Extracted records
┄┄┄┄┄┄┄┄┄┄┄┄┄┄┄┄┄┄┄┄

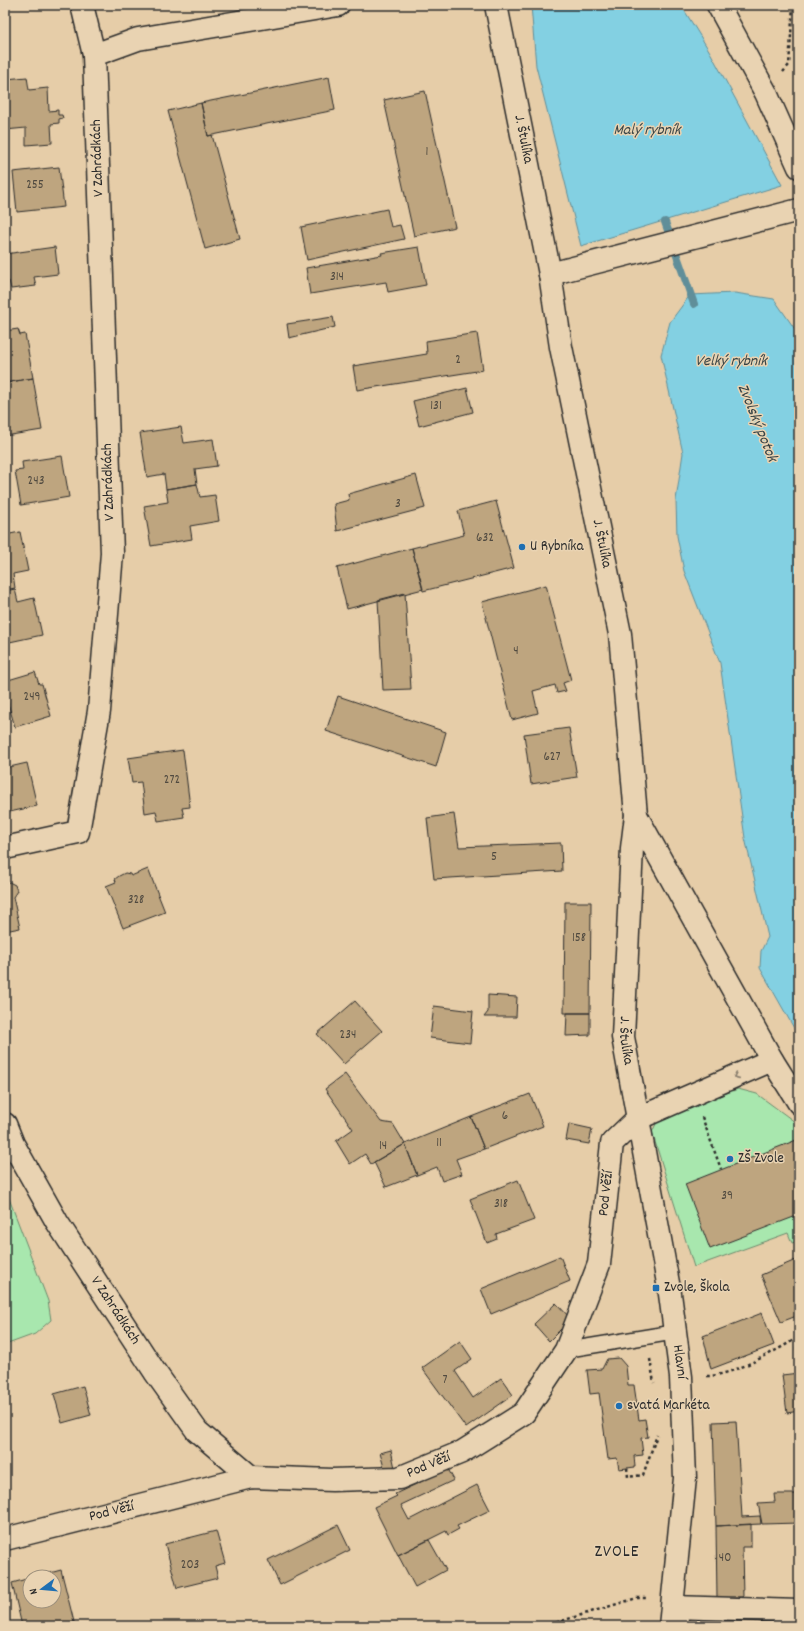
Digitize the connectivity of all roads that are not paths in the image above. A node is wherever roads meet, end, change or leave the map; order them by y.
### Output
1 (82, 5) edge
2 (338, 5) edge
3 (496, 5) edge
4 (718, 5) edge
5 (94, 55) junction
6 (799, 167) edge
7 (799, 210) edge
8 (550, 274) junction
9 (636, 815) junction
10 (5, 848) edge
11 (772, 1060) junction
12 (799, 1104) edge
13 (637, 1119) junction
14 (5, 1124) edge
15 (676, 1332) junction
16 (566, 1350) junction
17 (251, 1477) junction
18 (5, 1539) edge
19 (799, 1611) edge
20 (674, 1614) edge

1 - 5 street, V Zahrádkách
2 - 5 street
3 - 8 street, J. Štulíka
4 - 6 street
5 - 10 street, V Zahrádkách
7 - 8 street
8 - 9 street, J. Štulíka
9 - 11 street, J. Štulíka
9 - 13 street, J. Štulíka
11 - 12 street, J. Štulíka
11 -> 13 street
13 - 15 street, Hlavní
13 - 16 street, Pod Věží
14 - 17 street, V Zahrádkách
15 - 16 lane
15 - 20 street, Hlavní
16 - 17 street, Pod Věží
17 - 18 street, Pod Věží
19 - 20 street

┄┄┄┄┄┄┄┄┄┄┄┄┄┄┄┄┄┄┄┄

Exercise aim:
Print all records verbatim, excluding pictures.

Completed task:
Digitize the connectivity of all roads that are not paths in the image above. A node is wherever roads meet, end, change or leave the map; order them by y.
### Output
1 (82, 5) edge
2 (338, 5) edge
3 (496, 5) edge
4 (718, 5) edge
5 (94, 55) junction
6 (799, 167) edge
7 (799, 210) edge
8 (550, 274) junction
9 (636, 815) junction
10 (5, 848) edge
11 (772, 1060) junction
12 (799, 1104) edge
13 (637, 1119) junction
14 (5, 1124) edge
15 (676, 1332) junction
16 (566, 1350) junction
17 (251, 1477) junction
18 (5, 1539) edge
19 (799, 1611) edge
20 (674, 1614) edge

1 - 5 street, V Zahrádkách
2 - 5 street
3 - 8 street, J. Štulíka
4 - 6 street
5 - 10 street, V Zahrádkách
7 - 8 street
8 - 9 street, J. Štulíka
9 - 11 street, J. Štulíka
9 - 13 street, J. Štulíka
11 - 12 street, J. Štulíka
11 -> 13 street
13 - 15 street, Hlavní
13 - 16 street, Pod Věží
14 - 17 street, V Zahrádkách
15 - 16 lane
15 - 20 street, Hlavní
16 - 17 street, Pod Věží
17 - 18 street, Pod Věží
19 - 20 street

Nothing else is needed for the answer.